12개 원칙의 메커니즘은 크게 세 가지 축으로 묶인다. 첫째는 환경 독립성이다. 코드베이스는 하나이되 배포 환경마다 다른 것은 설정(환경 변수)뿐이어야 하며, 이는 같은 빌드 산출물을 개발·스테이징·프로덕션에 그대로 승격시킬 수 있게 한다 — 환경마다 다시 빌드하면 “스테이징에서는 됐는데 프로덕션에서 안 된다"는 문제가 빌드 차이 때문인지 설정 차이 때문인지 구분할 수 없어진다. 둘째는 무상태·수평 확장성이다. 프로세스는 로컬 디스크나 메모리에 세션을 저장하지 않고 모든 상태를 데이터베이스나 캐시 같은 백엔드 서비스에 위임해야 하는데, 이렇게 해야 로드 밸런서가 어느 인스턴스로 요청을 보내도 결과가 같고, 인스턴스를 몇 개 추가하거나 제거해도(수평 확장) 애플리케이션 동작이 깨지지 않는다. 셋째는 **폐기 가능성(disposability)**이다. 프로세스는 시작 신호(SIGTERM 등)를 받으면 새 요청을 거부하고 진행 중인 요청만 마무리한 뒤 종료해야 하는데, 이 메커니즘이 있어야 오케스트레이터(Kubernetes 등)가 트래픽 손실 없이 인스턴스를 자유롭게 죽이고 새로 띄울 수 있다.

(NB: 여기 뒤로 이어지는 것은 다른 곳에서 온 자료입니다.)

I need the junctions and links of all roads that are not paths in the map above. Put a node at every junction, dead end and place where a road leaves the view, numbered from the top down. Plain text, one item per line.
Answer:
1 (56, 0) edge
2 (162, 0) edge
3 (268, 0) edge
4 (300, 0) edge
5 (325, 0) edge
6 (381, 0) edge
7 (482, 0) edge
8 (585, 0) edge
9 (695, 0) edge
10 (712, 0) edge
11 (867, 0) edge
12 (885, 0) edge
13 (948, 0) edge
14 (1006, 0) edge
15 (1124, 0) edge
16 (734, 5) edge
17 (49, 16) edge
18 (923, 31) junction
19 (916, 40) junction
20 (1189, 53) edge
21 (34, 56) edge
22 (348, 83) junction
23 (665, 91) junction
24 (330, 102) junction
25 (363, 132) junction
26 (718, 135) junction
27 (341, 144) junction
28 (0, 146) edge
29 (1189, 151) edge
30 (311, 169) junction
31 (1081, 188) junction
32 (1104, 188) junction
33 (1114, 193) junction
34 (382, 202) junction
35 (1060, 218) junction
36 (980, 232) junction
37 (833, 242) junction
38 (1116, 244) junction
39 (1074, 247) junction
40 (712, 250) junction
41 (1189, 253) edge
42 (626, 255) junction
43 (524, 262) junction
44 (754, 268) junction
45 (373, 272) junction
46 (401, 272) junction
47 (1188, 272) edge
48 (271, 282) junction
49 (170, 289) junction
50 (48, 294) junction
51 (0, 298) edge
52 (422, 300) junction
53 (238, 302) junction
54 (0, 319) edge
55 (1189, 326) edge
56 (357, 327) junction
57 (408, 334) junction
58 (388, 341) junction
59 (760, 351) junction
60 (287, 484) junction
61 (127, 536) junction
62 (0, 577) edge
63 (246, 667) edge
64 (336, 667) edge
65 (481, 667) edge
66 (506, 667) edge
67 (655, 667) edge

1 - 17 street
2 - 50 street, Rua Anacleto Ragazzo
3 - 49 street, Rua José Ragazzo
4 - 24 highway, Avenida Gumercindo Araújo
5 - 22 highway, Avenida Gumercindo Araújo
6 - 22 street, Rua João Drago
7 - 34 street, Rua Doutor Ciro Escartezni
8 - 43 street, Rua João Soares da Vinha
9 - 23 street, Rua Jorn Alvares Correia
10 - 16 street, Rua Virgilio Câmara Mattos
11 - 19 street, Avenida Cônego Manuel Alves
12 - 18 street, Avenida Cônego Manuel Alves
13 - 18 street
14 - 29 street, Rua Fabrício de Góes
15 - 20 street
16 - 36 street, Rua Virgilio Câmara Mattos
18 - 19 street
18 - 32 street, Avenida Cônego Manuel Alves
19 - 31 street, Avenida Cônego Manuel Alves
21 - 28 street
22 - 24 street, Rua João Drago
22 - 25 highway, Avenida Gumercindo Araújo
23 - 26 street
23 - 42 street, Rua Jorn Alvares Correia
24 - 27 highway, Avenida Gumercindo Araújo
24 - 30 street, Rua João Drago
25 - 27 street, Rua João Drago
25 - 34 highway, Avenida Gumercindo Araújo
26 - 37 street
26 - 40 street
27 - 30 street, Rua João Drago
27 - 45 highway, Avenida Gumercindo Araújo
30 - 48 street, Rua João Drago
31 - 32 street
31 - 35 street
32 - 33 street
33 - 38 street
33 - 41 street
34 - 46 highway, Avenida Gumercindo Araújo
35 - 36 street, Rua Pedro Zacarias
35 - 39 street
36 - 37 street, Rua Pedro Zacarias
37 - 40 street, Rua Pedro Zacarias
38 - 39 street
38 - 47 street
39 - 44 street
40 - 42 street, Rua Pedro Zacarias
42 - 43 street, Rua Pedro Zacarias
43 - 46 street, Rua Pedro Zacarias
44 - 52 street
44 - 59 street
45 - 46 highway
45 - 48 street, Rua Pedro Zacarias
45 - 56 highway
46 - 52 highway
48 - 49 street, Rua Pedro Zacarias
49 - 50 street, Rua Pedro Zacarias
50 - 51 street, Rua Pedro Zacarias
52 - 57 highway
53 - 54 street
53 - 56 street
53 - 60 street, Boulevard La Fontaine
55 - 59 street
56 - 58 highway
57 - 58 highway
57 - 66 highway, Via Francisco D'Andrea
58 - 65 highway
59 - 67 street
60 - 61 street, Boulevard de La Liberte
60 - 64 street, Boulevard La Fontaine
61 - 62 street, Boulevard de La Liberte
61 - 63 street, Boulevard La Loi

다음 예제는 설정 외부화와 무상태 프로세스, 폐기 가능성이라는 세 원칙이 실제 코드에서 어떻게 나타나는지 보여준다.
| |
이 코드에서 주의할 점은, 세 원칙 모두 애플리케이션 코드만으로는 완결되지 않는다는 것이다. DATABASE_URL을 환경 변수로 읽어도 오케스트레이터가 그 값을 안전하게 주입하지 않으면 무의미하고, GracefulShutdown이 있어도 오케스트레이터가 SIGTERM 뒤에 강제 종료(SIGKILL)까지 유예 시간을 충분히 주지 않으면 종료 로직이 끝까지 실행되지 못한다. 즉 12 Factor App은 애플리케이션 설계 원칙이지만, 그 효과는 다음 절에서 다루는 컨테이너 오케스트레이터의 동작과 짝을 이뤄야 완성된다.
12개 원칙 한눈에 보기
| # | 원칙 | 핵심 아이디어 |
|---|---|---|
| I | Codebase | 코드베이스 하나, 배포는 여러 개 |
| II | Dependencies | 의존성을 명시적으로 선언하고 격리 |
| III | Config | 설정은 환경 변수에, 코드와 분리 |
| IV | Backing Services | DB·큐·캐시를 교체 가능한 연결된 자원으로 취급 |
| V | Build, Release, Run | 빌드·릴리스·실행 단계를 엄격히 분리 |
| VI | Processes | 무상태 프로세스로 실행 |
| VII | Port Binding | 포트 바인딩으로 서비스를 자체 노출 |
| VIII | Concurrency | 프로세스 모델로 수평 확장 |
| IX | Disposability | 빠른 시작과 우아한 종료 |
| X | Dev/Prod Parity | 개발·스테이징·프로덕션 환경을 최대한 동일하게 |
| XI | Logs | 로그를 파일이 아닌 이벤트 스트림으로 취급 |
| XII | Admin Processes | 일회성 관리 작업을 일회성 프로세스로 실행 |
흔한 오개념: “12 Factor는 지금도 그대로 적용해야 하는 고정 규칙이다”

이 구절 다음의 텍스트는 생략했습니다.